Anoxia Tolerance in Zebrafish Embryos

Oxygen is essential for the production of ATP (the main energy source of the cell) in aerobic organisms. Molecular oxygen is the last electron acceptor in the electron transport chain of oxidative phosphorylation (major ATP producing metabolic pathway). Therefore pathological conditions such as ischemia (reduced blood flow) that diminish oxygen availability are a major cause of morbidity and mortality. Current treatments, rather ineffectively, aim to induce a hypometabolic state (low turnover of ATP) in order lessen the damage caused by ischemia. In nature many organisms have adaptive mechanisms that allow them to achieve a hypometabolic state in the face of energetic stress. Identification of these mechanisms is expected to provide insight on novel therapeutic treatments for ischemia-induce injury. We are investigating how hypometabolism is achieved using zebrafish as a model organism. Zebrafish embryos demonstrate a remarkable ability to suspend animation during embryogenesis in response to anoxia (zero oxygen), and ultimately resume development when normal oxygen conditions are restored. This arrested state is marked by cessation of ATP demanding processes such as proliferation and transcription. We hypothesize that anoxia causes a blockage in the electron transport chain, resulting in a change to a cellular metabolite. Thereby activating a kinase that acts on downstream targets to orchestrate arrest. Our working hypothesis is that AMP (metabolite resulting from ATP consumption) signals through AMPK (a well-characterized enzyme important for cellular homeostasis) to orchestrate arrest and conserve ATP. We will investigate the role of AMP in signaling arrest by subjecting early stage embryos to drug treatments using an AMP analog, AICAR. Then we will examine the effects on its ability to arrest under anoxia. These studies will be among the first to provide molecular insight into how vertebrates achieve a hypometabolic state.

 

BIOGRAPHICAL SKETCH

Ikenna Okafor is in his first year of graduate study in the Biological Science department at University of Maryland, Baltimore County. He is currently investigating developmental biology in zebrafish under the mentorship of Dr. Rachel Brewster. In May 2017, he will graduate with a Master of Sciences degree in Biological science. Mr. Okafor is also a recipient of the prestigious Louis Stokes Alliance Bridge to Doctorate National Science Foundation fellowship. He remains an active member of Graduate Student Association of Biological Sciences. In May 2013, he received is Bachelor of Sciences in Neuroscience from George Mason University. Prior to graduate study, Ikenna actively participated in a breadth of research experiences ranging from social neuroscience to neural engineering.

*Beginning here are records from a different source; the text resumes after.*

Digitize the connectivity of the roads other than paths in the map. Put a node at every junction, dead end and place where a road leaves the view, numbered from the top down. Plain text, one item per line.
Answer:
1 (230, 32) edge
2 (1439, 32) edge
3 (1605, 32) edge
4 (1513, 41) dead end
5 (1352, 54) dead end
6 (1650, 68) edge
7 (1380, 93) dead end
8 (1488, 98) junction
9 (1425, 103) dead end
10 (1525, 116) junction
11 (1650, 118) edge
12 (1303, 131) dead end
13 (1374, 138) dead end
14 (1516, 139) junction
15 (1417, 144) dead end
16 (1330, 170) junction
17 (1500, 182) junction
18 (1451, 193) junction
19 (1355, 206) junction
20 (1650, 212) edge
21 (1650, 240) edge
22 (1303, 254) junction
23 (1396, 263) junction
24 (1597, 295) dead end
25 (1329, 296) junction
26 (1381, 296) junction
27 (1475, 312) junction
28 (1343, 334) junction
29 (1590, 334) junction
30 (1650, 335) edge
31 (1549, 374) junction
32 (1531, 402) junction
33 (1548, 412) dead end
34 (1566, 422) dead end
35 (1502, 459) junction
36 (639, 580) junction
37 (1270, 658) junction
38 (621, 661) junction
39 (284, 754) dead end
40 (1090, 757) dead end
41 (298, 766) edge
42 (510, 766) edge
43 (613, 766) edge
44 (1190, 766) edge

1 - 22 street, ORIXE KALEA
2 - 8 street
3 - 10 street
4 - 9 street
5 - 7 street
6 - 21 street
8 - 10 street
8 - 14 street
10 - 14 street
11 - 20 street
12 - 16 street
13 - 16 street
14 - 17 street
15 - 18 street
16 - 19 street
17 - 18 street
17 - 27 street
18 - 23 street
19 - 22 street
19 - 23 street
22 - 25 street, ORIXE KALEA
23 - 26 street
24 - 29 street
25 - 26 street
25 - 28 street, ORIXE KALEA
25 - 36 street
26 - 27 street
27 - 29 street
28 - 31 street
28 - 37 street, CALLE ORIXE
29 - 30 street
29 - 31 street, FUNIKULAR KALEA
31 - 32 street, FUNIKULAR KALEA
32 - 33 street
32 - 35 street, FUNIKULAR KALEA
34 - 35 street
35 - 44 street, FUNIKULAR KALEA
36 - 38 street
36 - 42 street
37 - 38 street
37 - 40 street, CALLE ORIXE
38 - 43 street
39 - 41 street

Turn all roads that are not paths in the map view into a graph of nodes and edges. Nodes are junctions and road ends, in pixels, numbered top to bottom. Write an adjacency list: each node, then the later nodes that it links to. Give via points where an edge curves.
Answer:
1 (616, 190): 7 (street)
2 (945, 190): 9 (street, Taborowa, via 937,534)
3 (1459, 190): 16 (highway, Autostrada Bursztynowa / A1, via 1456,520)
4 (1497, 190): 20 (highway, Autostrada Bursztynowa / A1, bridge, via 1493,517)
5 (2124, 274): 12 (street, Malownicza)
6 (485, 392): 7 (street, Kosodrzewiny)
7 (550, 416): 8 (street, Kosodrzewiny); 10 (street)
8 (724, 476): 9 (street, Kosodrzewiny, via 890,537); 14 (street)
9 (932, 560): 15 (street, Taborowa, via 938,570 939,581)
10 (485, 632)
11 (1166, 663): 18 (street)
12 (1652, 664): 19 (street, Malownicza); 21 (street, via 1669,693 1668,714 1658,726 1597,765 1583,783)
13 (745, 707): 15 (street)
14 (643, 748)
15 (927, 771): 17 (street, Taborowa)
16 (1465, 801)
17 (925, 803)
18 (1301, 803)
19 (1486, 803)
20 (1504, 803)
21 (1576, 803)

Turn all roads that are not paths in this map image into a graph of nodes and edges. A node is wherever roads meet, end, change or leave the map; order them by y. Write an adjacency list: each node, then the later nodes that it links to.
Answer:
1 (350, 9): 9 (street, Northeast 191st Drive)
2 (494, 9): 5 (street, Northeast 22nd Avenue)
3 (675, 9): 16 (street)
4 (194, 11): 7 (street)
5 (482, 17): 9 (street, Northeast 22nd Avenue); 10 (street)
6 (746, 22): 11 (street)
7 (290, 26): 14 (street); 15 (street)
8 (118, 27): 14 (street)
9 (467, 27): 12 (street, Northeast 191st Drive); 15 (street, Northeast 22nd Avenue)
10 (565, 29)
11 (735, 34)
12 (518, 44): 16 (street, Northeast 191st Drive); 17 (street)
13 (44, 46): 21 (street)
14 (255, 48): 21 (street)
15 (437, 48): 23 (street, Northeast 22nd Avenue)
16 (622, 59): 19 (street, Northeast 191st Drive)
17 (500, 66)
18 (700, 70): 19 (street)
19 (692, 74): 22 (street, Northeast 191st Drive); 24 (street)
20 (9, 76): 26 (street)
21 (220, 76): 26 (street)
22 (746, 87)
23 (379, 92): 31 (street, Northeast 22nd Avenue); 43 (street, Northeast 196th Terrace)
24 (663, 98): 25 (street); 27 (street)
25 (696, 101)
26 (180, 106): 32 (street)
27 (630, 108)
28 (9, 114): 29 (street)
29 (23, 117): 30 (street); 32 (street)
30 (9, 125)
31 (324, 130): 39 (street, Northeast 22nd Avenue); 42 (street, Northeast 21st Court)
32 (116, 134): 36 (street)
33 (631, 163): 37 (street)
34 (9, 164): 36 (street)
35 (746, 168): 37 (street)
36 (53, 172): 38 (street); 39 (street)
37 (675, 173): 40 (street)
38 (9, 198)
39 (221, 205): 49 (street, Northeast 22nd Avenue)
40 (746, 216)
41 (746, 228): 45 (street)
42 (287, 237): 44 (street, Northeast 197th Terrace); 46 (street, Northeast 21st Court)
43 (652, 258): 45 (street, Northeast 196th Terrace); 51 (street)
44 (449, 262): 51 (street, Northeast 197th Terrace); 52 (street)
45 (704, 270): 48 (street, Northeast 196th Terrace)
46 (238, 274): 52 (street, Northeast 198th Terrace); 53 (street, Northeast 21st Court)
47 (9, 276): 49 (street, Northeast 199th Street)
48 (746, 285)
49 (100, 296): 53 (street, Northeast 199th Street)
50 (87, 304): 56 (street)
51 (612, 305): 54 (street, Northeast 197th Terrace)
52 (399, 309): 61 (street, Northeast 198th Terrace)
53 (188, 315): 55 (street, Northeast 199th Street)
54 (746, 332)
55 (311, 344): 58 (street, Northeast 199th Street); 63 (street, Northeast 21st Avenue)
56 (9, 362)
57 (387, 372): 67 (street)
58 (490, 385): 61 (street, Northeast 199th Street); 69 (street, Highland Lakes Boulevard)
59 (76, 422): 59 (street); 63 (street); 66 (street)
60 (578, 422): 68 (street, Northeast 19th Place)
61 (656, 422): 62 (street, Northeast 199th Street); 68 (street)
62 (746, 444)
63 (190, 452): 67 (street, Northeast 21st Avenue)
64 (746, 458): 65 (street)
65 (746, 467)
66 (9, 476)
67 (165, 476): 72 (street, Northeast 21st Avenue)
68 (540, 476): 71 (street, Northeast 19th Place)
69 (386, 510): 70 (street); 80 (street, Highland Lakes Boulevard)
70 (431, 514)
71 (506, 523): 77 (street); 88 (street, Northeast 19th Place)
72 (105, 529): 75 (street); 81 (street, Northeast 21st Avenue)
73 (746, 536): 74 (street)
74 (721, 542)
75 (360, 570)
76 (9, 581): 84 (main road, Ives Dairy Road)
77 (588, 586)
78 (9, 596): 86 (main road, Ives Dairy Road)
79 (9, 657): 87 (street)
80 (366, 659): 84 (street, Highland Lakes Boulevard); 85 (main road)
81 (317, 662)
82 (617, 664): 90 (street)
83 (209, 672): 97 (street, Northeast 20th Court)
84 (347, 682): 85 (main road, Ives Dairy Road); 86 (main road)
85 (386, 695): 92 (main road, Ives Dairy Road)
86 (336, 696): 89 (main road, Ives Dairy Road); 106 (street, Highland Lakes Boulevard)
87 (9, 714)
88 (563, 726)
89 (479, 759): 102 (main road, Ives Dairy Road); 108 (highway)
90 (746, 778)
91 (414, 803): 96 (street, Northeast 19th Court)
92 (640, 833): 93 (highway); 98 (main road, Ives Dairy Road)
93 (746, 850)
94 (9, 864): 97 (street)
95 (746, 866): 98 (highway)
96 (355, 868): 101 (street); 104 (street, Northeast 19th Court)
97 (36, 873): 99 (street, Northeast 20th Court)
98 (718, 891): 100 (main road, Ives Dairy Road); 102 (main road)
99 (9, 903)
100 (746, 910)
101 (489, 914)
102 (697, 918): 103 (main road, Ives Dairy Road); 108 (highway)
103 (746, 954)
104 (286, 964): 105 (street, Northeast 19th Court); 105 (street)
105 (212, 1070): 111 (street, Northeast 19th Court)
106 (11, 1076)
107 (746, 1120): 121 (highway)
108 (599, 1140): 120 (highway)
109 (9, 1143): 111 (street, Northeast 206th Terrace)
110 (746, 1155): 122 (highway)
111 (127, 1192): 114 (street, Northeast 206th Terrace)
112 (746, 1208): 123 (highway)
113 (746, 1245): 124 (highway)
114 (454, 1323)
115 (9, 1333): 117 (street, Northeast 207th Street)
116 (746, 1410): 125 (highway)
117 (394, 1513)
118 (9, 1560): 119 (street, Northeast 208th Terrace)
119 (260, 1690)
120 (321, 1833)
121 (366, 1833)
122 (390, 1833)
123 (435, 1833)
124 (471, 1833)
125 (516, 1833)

Outside of academia Ikenna is passionate about encouraging STEM career paths to underrepresented youth, exemplified through his work as a mentor for the National Society of Black Engineers Summer Engineering Experience for Kids. After earning his PhD in molecular biology/Genetics, he plans to establish programs that encourage STEM education in countries developing countries around the world.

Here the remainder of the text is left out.